The JECFA (1980) evaluation reported that iron oxide (unspecified compound) in the diet at levels up to 10 g/kg did not result in adverse effects in dogs and cats (no further details reported). These unpublished studies were more fully described in the JECFA evaluation report on iron (1983). In an unpublished study from Carnation Co. (1967), ten dogs were fed on diets containing iron oxide colourant from 1 to 9 years at about 570 mg/lb (equivalent to 1.25 g/kg diet, 0.312 mg/kg bw/day19). Daily consumption was estimated at 428 mg/dog. Two Labradors, fed for 1 year, had loose faeces; otherwise, no adverse effects were observed.

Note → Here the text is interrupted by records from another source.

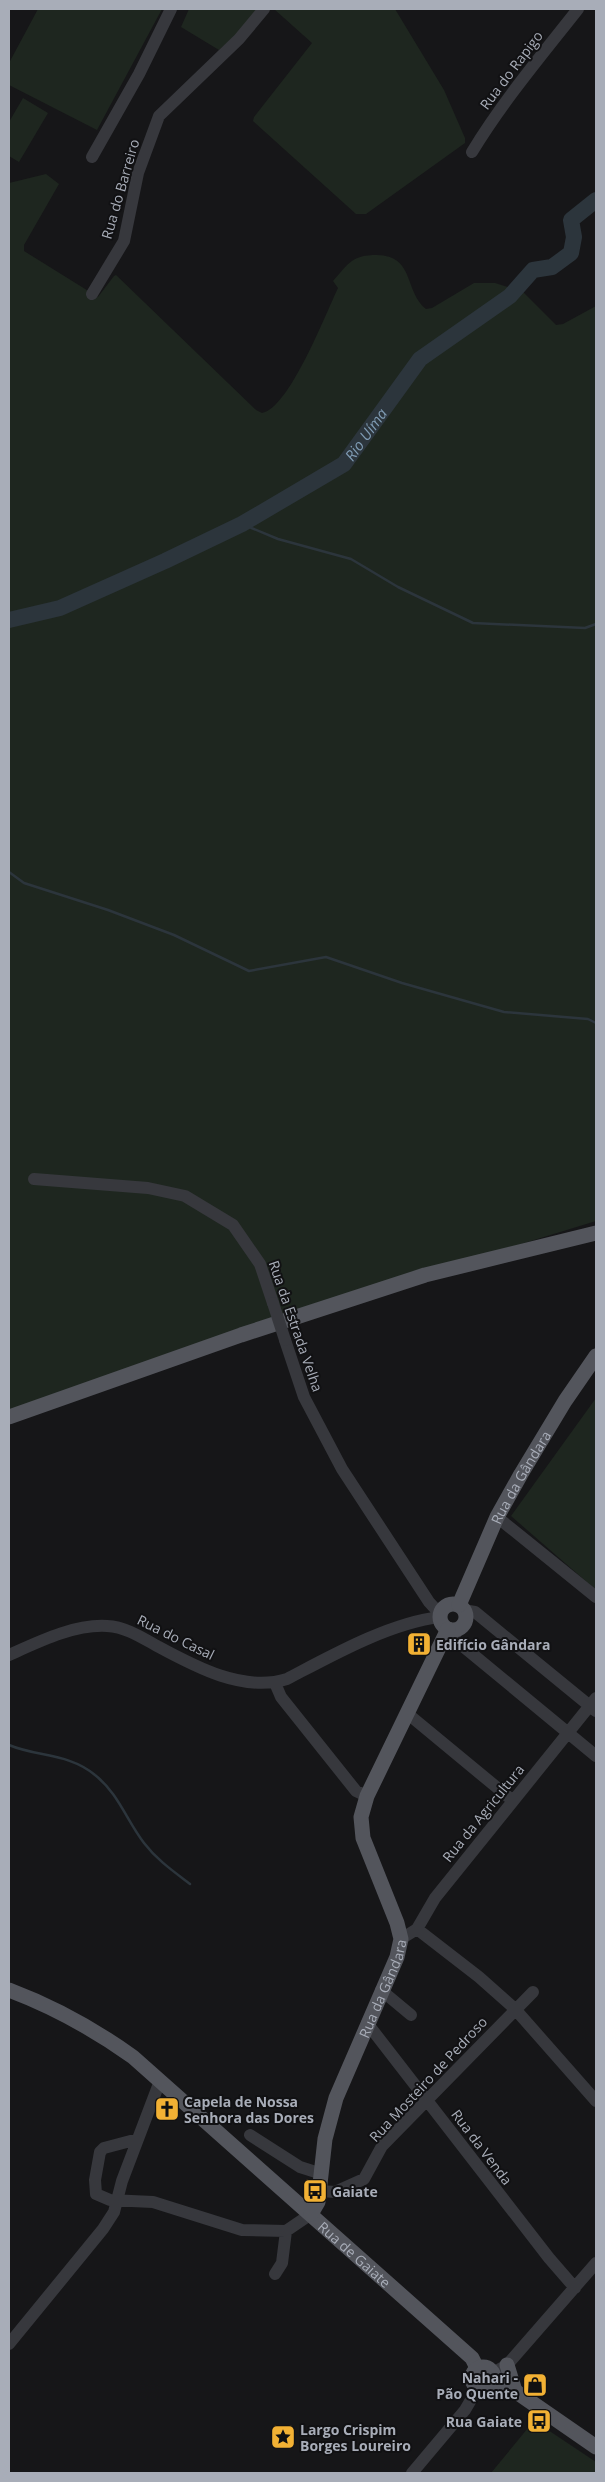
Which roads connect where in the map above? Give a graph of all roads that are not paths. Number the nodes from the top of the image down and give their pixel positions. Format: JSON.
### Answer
{"nodes":[{"id":1,"x":170,"y":9,"type":"edge"},
{"id":2,"x":264,"y":9,"type":"edge"},
{"id":3,"x":578,"y":9,"type":"edge"},
{"id":4,"x":472,"y":152,"type":"dead end"},
{"id":5,"x":92,"y":157,"type":"dead end"},
{"id":6,"x":92,"y":294,"type":"dead end"},
{"id":7,"x":34,"y":1179,"type":"dead end"},
{"id":8,"x":596,"y":1233,"type":"edge"},
{"id":9,"x":596,"y":1356,"type":"edge"},
{"id":10,"x":9,"y":1417,"type":"edge"},
{"id":11,"x":497,"y":1517,"type":"junction"},
{"id":12,"x":596,"y":1597,"type":"edge"},
{"id":13,"x":461,"y":1608,"type":"junction"},
{"id":14,"x":445,"y":1622,"type":"junction"},
{"id":15,"x":9,"y":1655,"type":"edge"},
{"id":16,"x":275,"y":1683,"type":"junction"},
{"id":17,"x":594,"y":1705,"type":"edge"},
{"id":18,"x":408,"y":1714,"type":"junction"},
{"id":19,"x":568,"y":1732,"type":"junction"},
{"id":20,"x":596,"y":1756,"type":"edge"},
{"id":21,"x":367,"y":1796,"type":"junction"},
{"id":22,"x":512,"y":1800,"type":"junction"},
{"id":23,"x":417,"y":1928,"type":"junction"},
{"id":24,"x":401,"y":1939,"type":"junction"},
{"id":25,"x":9,"y":1990,"type":"edge"},
{"id":26,"x":381,"y":1990,"type":"junction"},
{"id":27,"x":533,"y":1992,"type":"dead end"},
{"id":28,"x":515,"y":2009,"type":"junction"},
{"id":29,"x":411,"y":2015,"type":"dead end"},
{"id":30,"x":368,"y":2023,"type":"junction"},
{"id":31,"x":160,"y":2081,"type":"junction"},
{"id":32,"x":427,"y":2100,"type":"junction"},
{"id":33,"x":596,"y":2101,"type":"edge"},
{"id":34,"x":250,"y":2135,"type":"dead end"},
{"id":35,"x":138,"y":2139,"type":"junction"},
{"id":36,"x":322,"y":2174,"type":"junction"},
{"id":37,"x":320,"y":2191,"type":"junction"},
{"id":38,"x":116,"y":2201,"type":"junction"},
{"id":39,"x":311,"y":2214,"type":"junction"},
{"id":40,"x":286,"y":2231,"type":"junction"},
{"id":41,"x":596,"y":2263,"type":"edge"},
{"id":42,"x":275,"y":2274,"type":"dead end"},
{"id":43,"x":575,"y":2288,"type":"junction"},
{"id":44,"x":9,"y":2344,"type":"edge"},
{"id":45,"x":507,"y":2365,"type":"junction"},
{"id":46,"x":478,"y":2368,"type":"junction"},
{"id":47,"x":493,"y":2377,"type":"junction"},
{"id":48,"x":478,"y":2388,"type":"junction"},
{"id":49,"x":515,"y":2391,"type":"junction"},
{"id":50,"x":596,"y":2447,"type":"edge"},
{"id":51,"x":412,"y":2473,"type":"edge"}],
"edges":[{"from":1,"to":5,"type":"street"},
{"from":2,"to":6,"type":"street","name":"Rua do Barreiro"},
{"from":3,"to":4,"type":"street","name":"Rua do Rapigo"},
{"from":7,"to":14,"type":"street","name":"Rua da Estrada Velha","bridge":true},
{"from":8,"to":10,"type":"main road"},
{"from":9,"to":11,"type":"main road","name":"Rua da Gândara"},
{"from":11,"to":12,"type":"street"},
{"from":11,"to":13,"type":"main road","name":"Rua da Gândara"},
{"from":13,"to":14,"type":"main road"},
{"from":13,"to":14,"type":"main road","name":"Rua da Gândara"},
{"from":13,"to":17,"type":"street"},
{"from":14,"to":16,"type":"street","name":"Rua do Casal"},
{"from":14,"to":18,"type":"main road","name":"Rua da Gândara"},
{"from":14,"to":19,"type":"street","name":"Rua da Estrada Velha"},
{"from":15,"to":16,"type":"street","name":"Rua do Casal"},
{"from":16,"to":21,"type":"street"},
{"from":17,"to":19,"type":"street","name":"Rua da Agricultura"},
{"from":18,"to":21,"type":"main road","name":"Rua da Gândara"},
{"from":18,"to":22,"type":"street"},
{"from":19,"to":20,"type":"street","name":"Rua da Estrada Velha"},
{"from":19,"to":22,"type":"street","name":"Rua da Agricultura"},
{"from":21,"to":24,"type":"main road","name":"Rua da Gândara"},
{"from":22,"to":23,"type":"street","name":"Rua da Agricultura"},
{"from":23,"to":24,"type":"street","name":"Rua da Agricultura"},
{"from":23,"to":28,"type":"street"},
{"from":24,"to":26,"type":"main road","name":"Rua da Gândara"},
{"from":25,"to":31,"type":"main road","name":"Rua de Gaiate"},
{"from":26,"to":29,"type":"street"},
{"from":26,"to":30,"type":"main road","name":"Rua da Gândara"},
{"from":27,"to":28,"type":"street","name":"Rua Mosteiro de Pedroso"},
{"from":28,"to":32,"type":"street","name":"Rua Mosteiro de Pedroso"},
{"from":28,"to":33,"type":"street"},
{"from":30,"to":32,"type":"street","name":"Rua da Venda"},
{"from":30,"to":36,"type":"main road","name":"Rua da Gândara"},
{"from":31,"to":35,"type":"street"},
{"from":31,"to":39,"type":"main road","name":"Rua de Gaiate"},
{"from":32,"to":37,"type":"street","name":"Rua Mosteiro de Pedroso"},
{"from":32,"to":43,"type":"street","name":"Rua da Venda"},
{"from":34,"to":36,"type":"street"},
{"from":35,"to":38,"type":"street"},
{"from":35,"to":38,"type":"street"},
{"from":36,"to":37,"type":"main road","name":"Rua da Gândara"},
{"from":37,"to":39,"type":"main road","name":"Rua da Gândara"},
{"from":38,"to":40,"type":"street"},
{"from":38,"to":44,"type":"street"},
{"from":39,"to":40,"type":"street"},
{"from":39,"to":46,"type":"main road","name":"Rua de Gaiate"},
{"from":40,"to":42,"type":"street"},
{"from":41,"to":43,"type":"street"},
{"from":43,"to":45,"type":"street"},
{"from":45,"to":47,"type":"street"},
{"from":45,"to":49,"type":"main road"},
{"from":46,"to":47,"type":"main road","name":"Rua de Gaiate"},
{"from":46,"to":48,"type":"main road"},
{"from":47,"to":48,"type":"main road"},
{"from":47,"to":49,"type":"main road","name":"Rua de Gaiate"},
{"from":48,"to":51,"type":"street"},
{"from":49,"to":50,"type":"main road","name":"Rua de Gaiate"}]}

In a study from Ralston Purina Cat Care Center (1968), no adverse effects were reported in cats maintained on diets containing 1 900 mg/kg diet (475 mg/kg bw/day) of iron from iron oxide (equivalent to 0.27 % iron oxide) for periods of 2–9 years (EFSA, 2015).
The carcinogenicity of ferric chloride (FeCl3), a compound that is used as a food additive, a haemostatic or treatment for hypochromic anaemia, was examined in F344 rats of both sexes. It was dissolved in distilled water at levels of 0, 0.25 or 0.5%, and groups of 50 male and 50 female rats were given one of these solutions ad lib. as their drinking water for up to 2 yr. The mean body weights of the treated rats were lower than control group values for both males and females. A variety of tumours developed in all groups, including the control group, but all these neoplasms were histologically similar to those known to occur spontaneously in this strain of rats, and no statistically significant increase in the incidence of any tumour was found in the treated groups of either sex. Thus, it is concluded that under the conditions of this experiment, ferric chloride exerts no carcinogenic potential in F344 rats (Sato et al, 1992).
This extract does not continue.